===== SOURCE INFORMATION

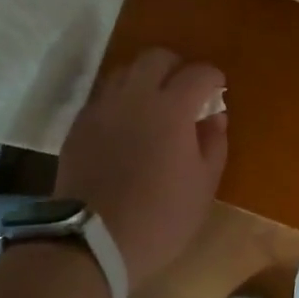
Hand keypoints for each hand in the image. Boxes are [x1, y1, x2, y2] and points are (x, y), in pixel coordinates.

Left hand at [55, 47, 227, 290]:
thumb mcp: (203, 186)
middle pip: (156, 57)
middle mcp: (135, 96)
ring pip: (125, 70)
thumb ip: (214, 142)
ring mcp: (103, 106)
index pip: (197, 73)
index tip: (218, 89)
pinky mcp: (80, 123)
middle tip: (185, 89)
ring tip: (153, 102)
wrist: (92, 240)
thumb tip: (214, 116)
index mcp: (171, 108)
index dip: (212, 77)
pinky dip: (120, 98)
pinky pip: (103, 95)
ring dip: (144, 78)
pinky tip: (126, 122)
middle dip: (176, 66)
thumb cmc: (160, 217)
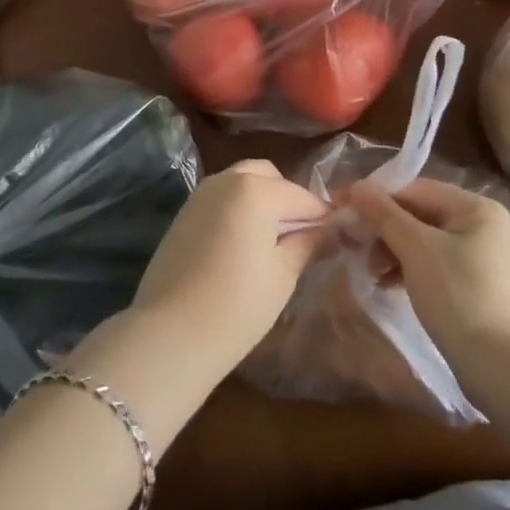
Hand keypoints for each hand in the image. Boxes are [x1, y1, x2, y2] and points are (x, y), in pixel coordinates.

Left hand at [129, 159, 328, 381]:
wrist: (170, 332)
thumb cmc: (237, 305)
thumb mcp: (283, 275)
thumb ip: (308, 244)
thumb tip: (331, 231)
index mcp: (256, 189)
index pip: (302, 196)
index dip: (323, 217)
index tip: (338, 238)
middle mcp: (227, 179)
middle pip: (269, 177)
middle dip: (289, 200)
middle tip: (303, 238)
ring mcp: (201, 193)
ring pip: (242, 183)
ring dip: (263, 201)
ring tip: (275, 243)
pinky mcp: (185, 211)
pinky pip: (222, 197)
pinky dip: (239, 209)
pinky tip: (245, 245)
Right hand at [348, 178, 509, 364]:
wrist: (509, 373)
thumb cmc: (461, 298)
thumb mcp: (416, 250)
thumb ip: (385, 214)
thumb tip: (358, 185)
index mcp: (477, 209)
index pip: (416, 189)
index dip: (377, 199)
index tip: (345, 212)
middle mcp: (488, 227)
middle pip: (423, 215)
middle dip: (385, 229)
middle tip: (355, 248)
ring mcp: (489, 260)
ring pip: (430, 243)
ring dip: (395, 252)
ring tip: (371, 271)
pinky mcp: (485, 290)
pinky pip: (441, 266)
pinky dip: (414, 271)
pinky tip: (391, 286)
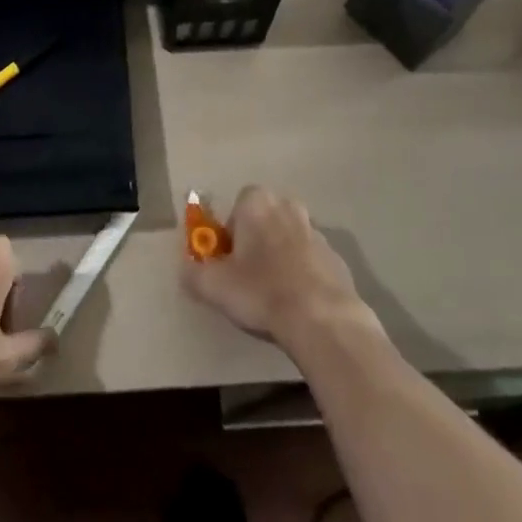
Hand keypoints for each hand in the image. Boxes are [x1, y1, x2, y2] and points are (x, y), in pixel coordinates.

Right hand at [180, 185, 373, 346]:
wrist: (322, 319)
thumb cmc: (262, 291)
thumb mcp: (214, 286)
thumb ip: (193, 273)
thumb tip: (185, 270)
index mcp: (257, 202)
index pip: (237, 209)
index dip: (230, 236)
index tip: (229, 264)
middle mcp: (288, 206)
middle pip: (264, 221)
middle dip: (256, 243)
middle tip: (249, 279)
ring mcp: (316, 232)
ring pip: (289, 240)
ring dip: (281, 259)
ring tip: (274, 296)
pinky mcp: (337, 258)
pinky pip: (311, 262)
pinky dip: (304, 277)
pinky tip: (299, 306)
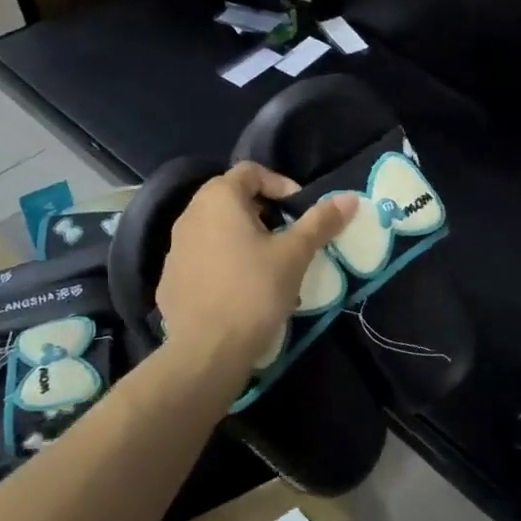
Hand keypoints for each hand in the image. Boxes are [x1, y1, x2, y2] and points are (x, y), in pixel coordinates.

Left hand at [155, 163, 355, 377]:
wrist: (208, 349)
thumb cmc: (255, 290)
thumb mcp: (295, 254)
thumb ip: (321, 222)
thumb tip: (350, 198)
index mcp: (219, 199)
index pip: (250, 172)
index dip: (280, 184)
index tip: (300, 210)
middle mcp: (189, 216)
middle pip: (231, 199)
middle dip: (264, 213)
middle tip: (288, 237)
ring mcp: (175, 249)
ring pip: (216, 231)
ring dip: (244, 238)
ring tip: (269, 267)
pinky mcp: (170, 280)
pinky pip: (203, 259)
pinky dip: (224, 263)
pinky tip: (242, 290)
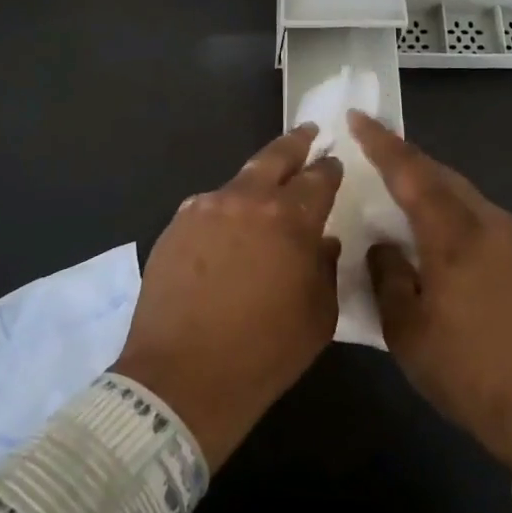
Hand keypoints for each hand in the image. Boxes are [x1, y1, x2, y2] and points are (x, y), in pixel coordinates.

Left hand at [113, 126, 342, 469]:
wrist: (181, 379)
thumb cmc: (263, 353)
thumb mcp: (318, 317)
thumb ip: (326, 268)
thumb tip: (323, 241)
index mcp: (289, 219)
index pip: (318, 178)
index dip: (329, 169)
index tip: (334, 164)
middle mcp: (247, 200)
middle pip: (276, 156)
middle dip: (296, 143)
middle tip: (308, 133)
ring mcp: (206, 208)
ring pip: (239, 180)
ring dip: (257, 181)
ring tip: (266, 187)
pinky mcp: (176, 225)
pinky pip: (209, 207)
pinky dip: (226, 210)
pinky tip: (228, 228)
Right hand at [352, 112, 511, 469]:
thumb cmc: (470, 372)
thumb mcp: (407, 332)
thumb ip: (387, 277)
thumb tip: (383, 246)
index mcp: (453, 233)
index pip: (410, 172)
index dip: (380, 142)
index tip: (356, 116)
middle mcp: (485, 222)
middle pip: (438, 173)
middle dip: (403, 158)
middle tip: (370, 150)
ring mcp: (510, 238)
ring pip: (459, 192)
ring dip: (427, 183)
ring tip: (396, 187)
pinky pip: (475, 213)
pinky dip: (447, 207)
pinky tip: (433, 227)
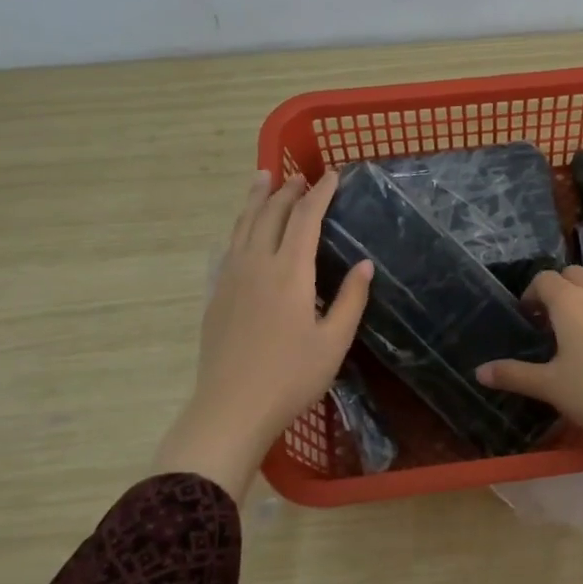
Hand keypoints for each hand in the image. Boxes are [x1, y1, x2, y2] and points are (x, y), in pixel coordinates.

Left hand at [157, 170, 372, 499]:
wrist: (231, 408)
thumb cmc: (291, 377)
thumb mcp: (334, 342)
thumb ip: (351, 299)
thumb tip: (365, 264)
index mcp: (290, 272)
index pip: (306, 217)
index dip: (320, 193)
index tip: (333, 175)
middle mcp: (257, 264)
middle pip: (271, 213)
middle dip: (288, 190)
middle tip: (301, 175)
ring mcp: (232, 278)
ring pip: (244, 225)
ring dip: (256, 199)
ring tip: (263, 178)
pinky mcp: (217, 294)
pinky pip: (230, 246)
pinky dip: (240, 226)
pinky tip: (242, 229)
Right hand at [475, 266, 582, 498]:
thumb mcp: (550, 386)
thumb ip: (514, 374)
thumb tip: (479, 371)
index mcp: (569, 302)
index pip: (545, 279)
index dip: (531, 294)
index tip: (528, 317)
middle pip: (573, 274)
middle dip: (558, 289)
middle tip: (550, 322)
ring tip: (578, 333)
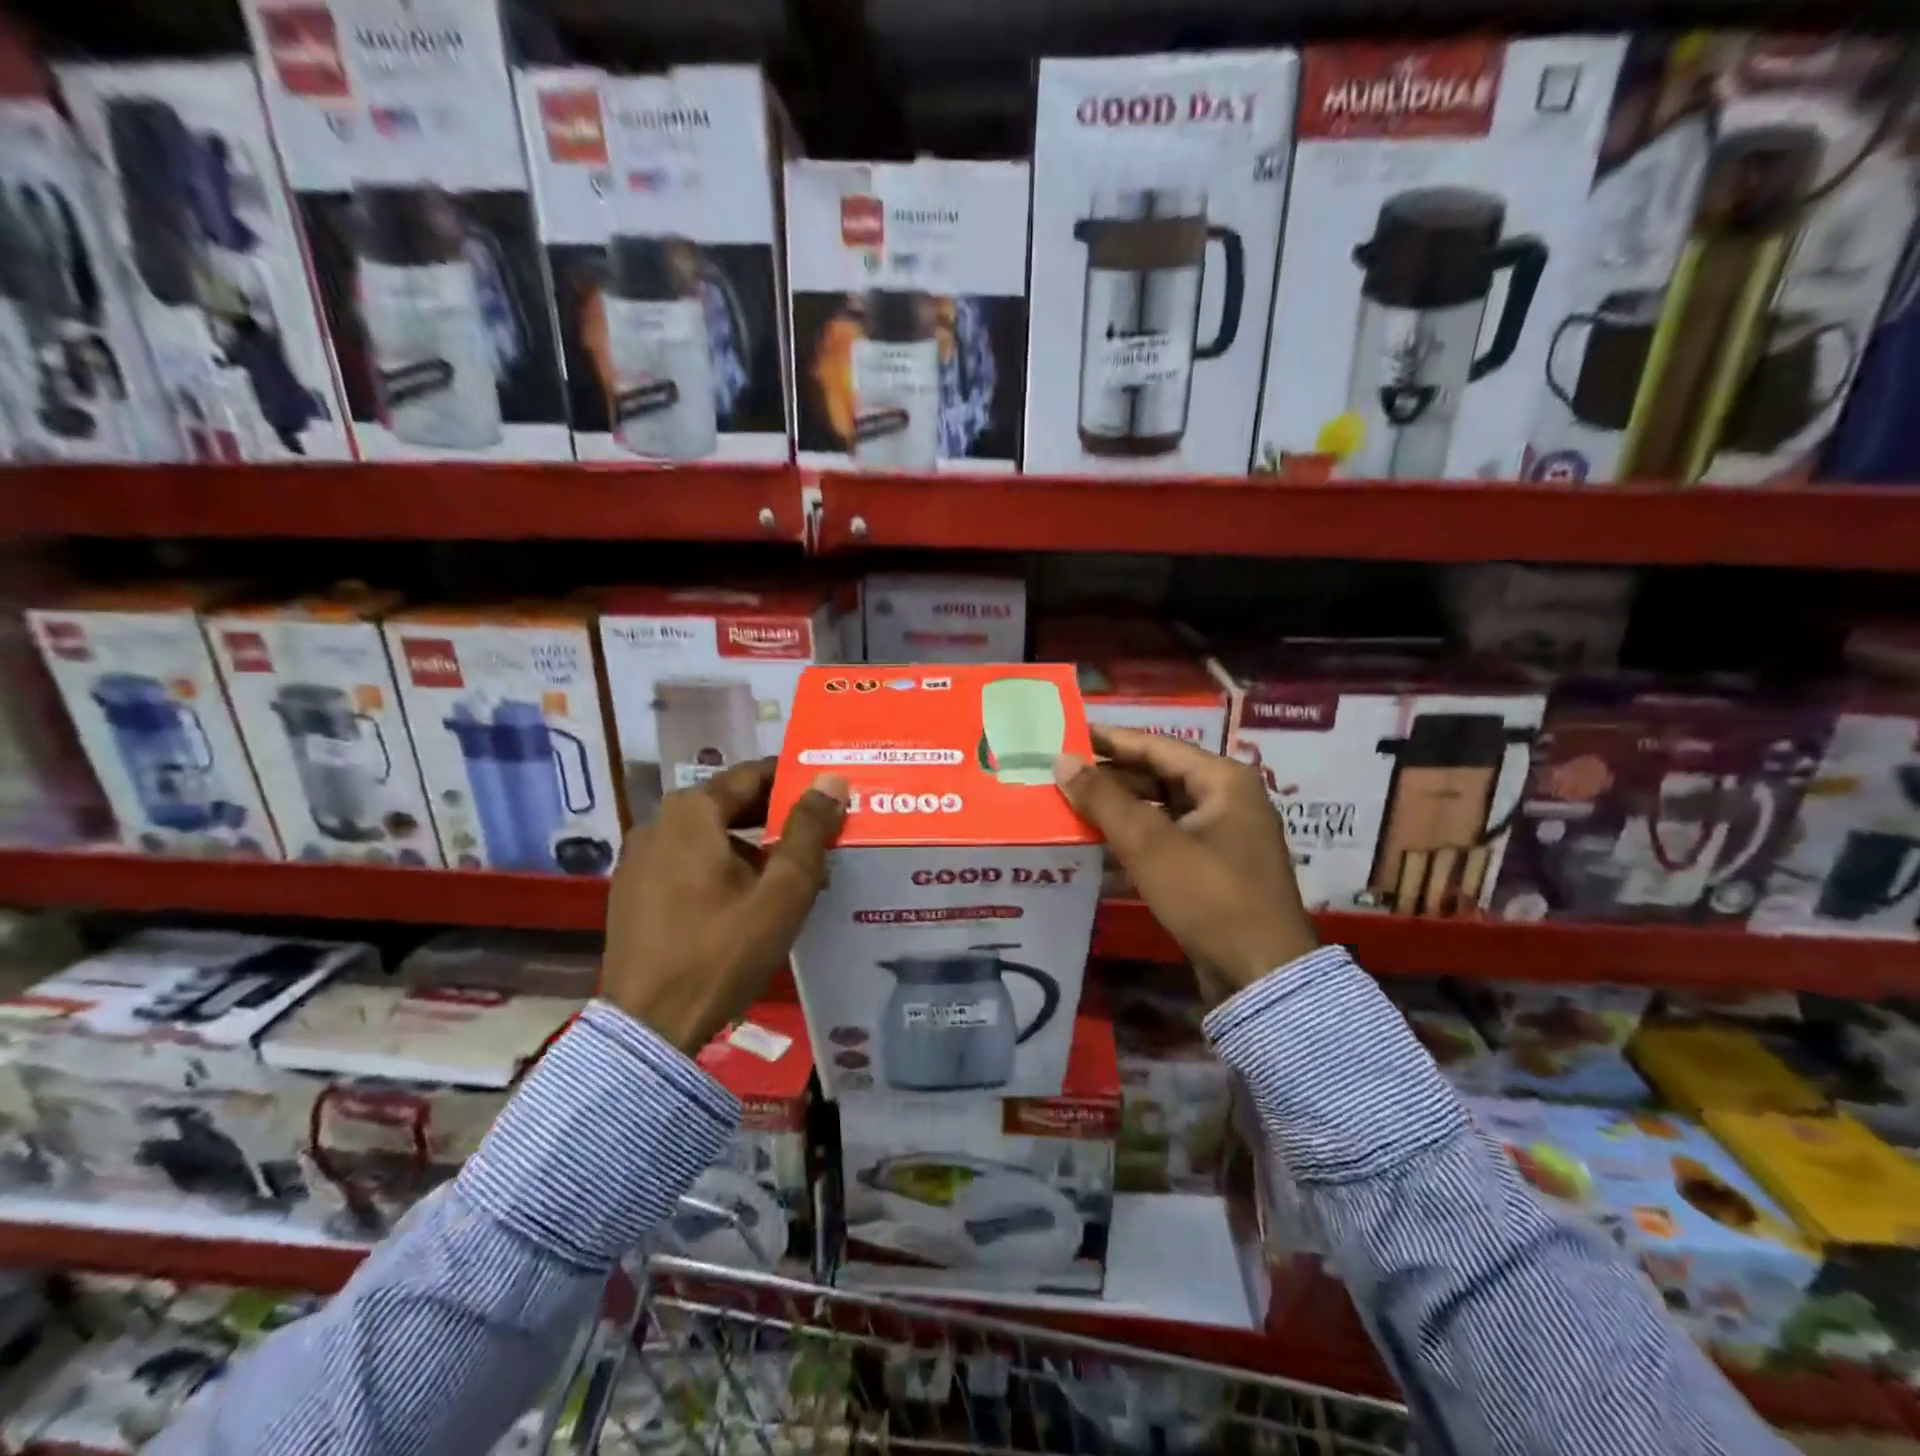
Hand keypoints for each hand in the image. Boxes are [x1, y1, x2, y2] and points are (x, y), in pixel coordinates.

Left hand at [601, 760, 847, 1051]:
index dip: (795, 780)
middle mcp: (657, 823)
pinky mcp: (632, 891)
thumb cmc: (722, 952)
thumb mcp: (782, 892)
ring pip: (708, 835)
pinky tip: (746, 899)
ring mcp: (638, 858)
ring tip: (789, 872)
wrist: (648, 1027)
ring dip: (750, 845)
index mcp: (691, 812)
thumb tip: (831, 779)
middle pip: (729, 804)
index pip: (753, 775)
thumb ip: (809, 830)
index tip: (829, 792)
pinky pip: (686, 862)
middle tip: (819, 832)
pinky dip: (720, 867)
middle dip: (776, 816)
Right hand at [1053, 726, 1316, 1004]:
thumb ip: (1103, 799)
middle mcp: (1227, 800)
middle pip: (1158, 777)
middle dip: (1110, 779)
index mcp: (1223, 780)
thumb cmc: (1209, 896)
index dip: (1109, 740)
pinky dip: (1133, 842)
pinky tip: (1095, 849)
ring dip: (1117, 812)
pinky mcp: (1213, 871)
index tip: (1067, 735)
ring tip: (1069, 809)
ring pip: (1159, 812)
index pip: (1156, 745)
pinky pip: (1166, 842)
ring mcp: (1222, 837)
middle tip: (1061, 776)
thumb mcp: (1150, 843)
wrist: (1260, 976)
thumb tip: (1062, 760)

==========

_EXERCISE_. Without the pictures, give the entries above back exactly.

_ANSWER AREA_.
Hand keypoints for each hand in the image. Boxes are [x1, y1, x2, y2] and points are (x, y), in pixel coordinates.

Left hand at [55, 47, 227, 290]:
thumb mcp: (203, 186)
middle pip: (156, 57)
middle mcp: (135, 96)
ring pip: (125, 70)
thumb ip: (214, 142)
ring mcp: (103, 106)
index pip: (197, 73)
index tip: (218, 89)
pinky mcp: (80, 123)
middle tip: (185, 89)
ring tip: (153, 102)
wrist: (92, 240)
thumb tip: (214, 116)
index mcp: (171, 108)
index dip: (212, 77)
pinky dip: (120, 98)
pinky pip: (103, 95)
ring dip: (144, 78)
pinky tip: (126, 122)
middle dip: (176, 66)
thumb cmc: (160, 217)
Hand keypoints for each hand in the image. Boxes are [x1, y1, x2, y2] and points are (x, y), in pixel coordinates.

Left hand at [129, 159, 328, 381]:
wrist: (170, 332)
thumb cmc: (237, 305)
thumb mcp: (283, 275)
thumb ip: (308, 244)
thumb tip: (331, 231)
index mcp: (256, 189)
index pip: (302, 196)
index dip: (323, 217)
index tip: (338, 238)
middle mcp: (227, 179)
middle pip: (269, 177)
middle dip: (289, 200)
middle tip: (303, 238)
ring mcp: (201, 193)
ring pip: (242, 183)
ring dip: (263, 201)
ring tip: (275, 243)
pinky mcp: (185, 211)
pinky pip: (222, 197)
pinky dip: (239, 209)
pinky tip: (245, 245)
Right hand at [348, 178, 509, 364]:
wrist: (509, 373)
thumb cmc: (461, 298)
thumb mcp: (416, 250)
thumb ip: (385, 214)
thumb tip: (358, 185)
index mcp: (477, 209)
index pip: (416, 189)
index dip: (377, 199)
index tip: (345, 212)
middle mcp: (488, 227)
middle pip: (423, 215)
middle dip: (385, 229)
middle tip: (355, 248)
ring mcp: (489, 260)
ring pip: (430, 243)
ring dip: (395, 252)
ring tip: (371, 271)
pinky mcp: (485, 290)
pinky pip: (441, 266)
pinky dip: (414, 271)
pinky tip: (391, 286)
Hand keypoints for each hand in the image. Boxes are [x1, y1, x2, y2] and points are (x, y), in pixel coordinates.

Right hand at [180, 185, 373, 346]:
wrist: (322, 319)
thumb cmc: (262, 291)
thumb mcp: (214, 286)
thumb ip: (193, 273)
thumb tip: (185, 270)
index mcp: (257, 202)
index pip: (237, 209)
index dip: (230, 236)
index tip: (229, 264)
middle mcp: (288, 206)
middle pip: (264, 221)
middle dip: (256, 243)
middle tip: (249, 279)
ring mcp: (316, 232)
ring pip: (289, 240)
ring dip: (281, 259)
ring tip: (274, 296)
pinky mcp: (337, 258)
pinky pip: (311, 262)
pinky dip: (304, 277)
pinky tip: (299, 306)
Hand keypoints for each hand in the image. Boxes are [x1, y1, x2, y2] and points are (x, y), in pixel coordinates.

Left hand at [155, 163, 355, 377]:
wrist: (208, 349)
thumb cmc: (255, 290)
thumb mcp: (295, 254)
thumb ip: (321, 222)
thumb tip: (350, 198)
index mcp: (219, 199)
index pip: (250, 172)
index dip: (280, 184)
index tip: (300, 210)
middle mcp: (189, 216)
middle pip: (231, 199)
middle dip: (264, 213)
middle tip: (288, 237)
ring mcp: (175, 249)
ring pip: (216, 231)
ring dip: (244, 238)
ring tip: (269, 267)
pinky mcp: (170, 280)
pinky pip: (203, 259)
pinky dip: (224, 263)
pinky tip: (242, 290)
Hand keypoints for each hand in the image. Boxes are [x1, y1, x2, y2] and points are (x, y), in pixel coordinates.

Left hand at [113, 126, 342, 469]:
wrist: (181, 379)
thumb cmc: (263, 353)
thumb mcp: (318, 317)
thumb ip: (326, 268)
thumb tip: (323, 241)
index mcp: (289, 219)
index pip: (318, 178)
index dip: (329, 169)
index tip: (334, 164)
middle mcp: (247, 200)
middle pip: (276, 156)
middle dip: (296, 143)
middle tip: (308, 133)
ring mcp: (206, 208)
ring pip: (239, 180)
ring dip: (257, 181)
ring tip: (266, 187)
pinky mcp: (176, 225)
pinky pip: (209, 207)
pinky dip: (226, 210)
pinky tip: (228, 228)
Right hand at [352, 112, 511, 469]:
thumb cmc: (470, 372)
thumb mcp: (407, 332)
thumb ip: (387, 277)
thumb tip: (383, 246)
index mcp: (453, 233)
index pip: (410, 172)
index dip: (380, 142)
index tip: (356, 116)
middle mcp: (485, 222)
middle pip: (438, 173)
middle dip: (403, 158)
middle tip: (370, 150)
ring mcp: (510, 238)
ring pip: (459, 192)
ring dip: (427, 183)
ring tip: (396, 187)
pinky pip: (475, 213)
pinky dip: (447, 207)
pinky tip: (433, 227)
Hand keypoints for each hand in the image. Boxes are [x1, y1, x2, y2] and points are (x, y), in pixel coordinates.

Left hand at [157, 170, 372, 499]:
wrist: (231, 408)
thumb cmc: (291, 377)
thumb mcp: (334, 342)
thumb ip: (351, 299)
thumb tip: (365, 264)
index mcp: (290, 272)
index pip: (306, 217)
index dip: (320, 193)
index tip: (333, 175)
middle mcp: (257, 264)
middle pip: (271, 213)
middle dip: (288, 190)
middle tip: (301, 175)
ring mcp: (232, 278)
ring pip: (244, 225)
ring dip: (256, 199)
ring tip: (263, 178)
pinky mcp: (217, 294)
pinky pip: (230, 246)
pinky dip: (240, 226)
pinky tip: (242, 229)
Right hand at [475, 266, 582, 498]:
thumb mcp: (550, 386)
thumb ip: (514, 374)
thumb tip: (479, 371)
index mcp: (569, 302)
index pip: (545, 279)
index dip: (531, 294)
index tip: (528, 317)
middle pip: (573, 274)
middle dip: (558, 289)
middle tip: (550, 322)
ring tip: (578, 333)
Hand keypoints for each hand in the image. Boxes are [x1, y1, x2, y2] and points are (x, y), in pixel coordinates.

Left hand at [601, 760, 847, 1051]:
index dip: (795, 780)
middle mcp: (657, 823)
pinky mcp: (632, 891)
thumb cmc: (722, 952)
thumb mcp: (782, 892)
ring pip: (708, 835)
pinky tip: (746, 899)
ring mcp: (638, 858)
ring tip: (789, 872)
wrist: (648, 1027)
ring dip: (750, 845)
index mcp: (691, 812)
thumb tip: (831, 779)
middle pip: (729, 804)
index pip: (753, 775)
thumb ip: (809, 830)
index tip: (829, 792)
pinky pip: (686, 862)
middle tip: (819, 832)
pinky dip: (720, 867)
middle dip: (776, 816)
Right hand at [1053, 726, 1316, 1004]:
thumb ip: (1103, 799)
middle mcp: (1227, 800)
middle pip: (1158, 777)
middle dip: (1110, 779)
index mcp: (1223, 780)
thumb cmc: (1209, 896)
index dip: (1109, 740)
pinky dip: (1133, 842)
pinky tip: (1095, 849)
ring dip: (1117, 812)
pinky mcp: (1213, 871)
index tip: (1067, 735)
ring tip: (1069, 809)
ring pip: (1159, 812)
index pip: (1156, 745)
pinky pip: (1166, 842)
ring mcp: (1222, 837)
middle tip: (1061, 776)
thumb mcp: (1150, 843)
wrist: (1260, 976)
thumb tip: (1062, 760)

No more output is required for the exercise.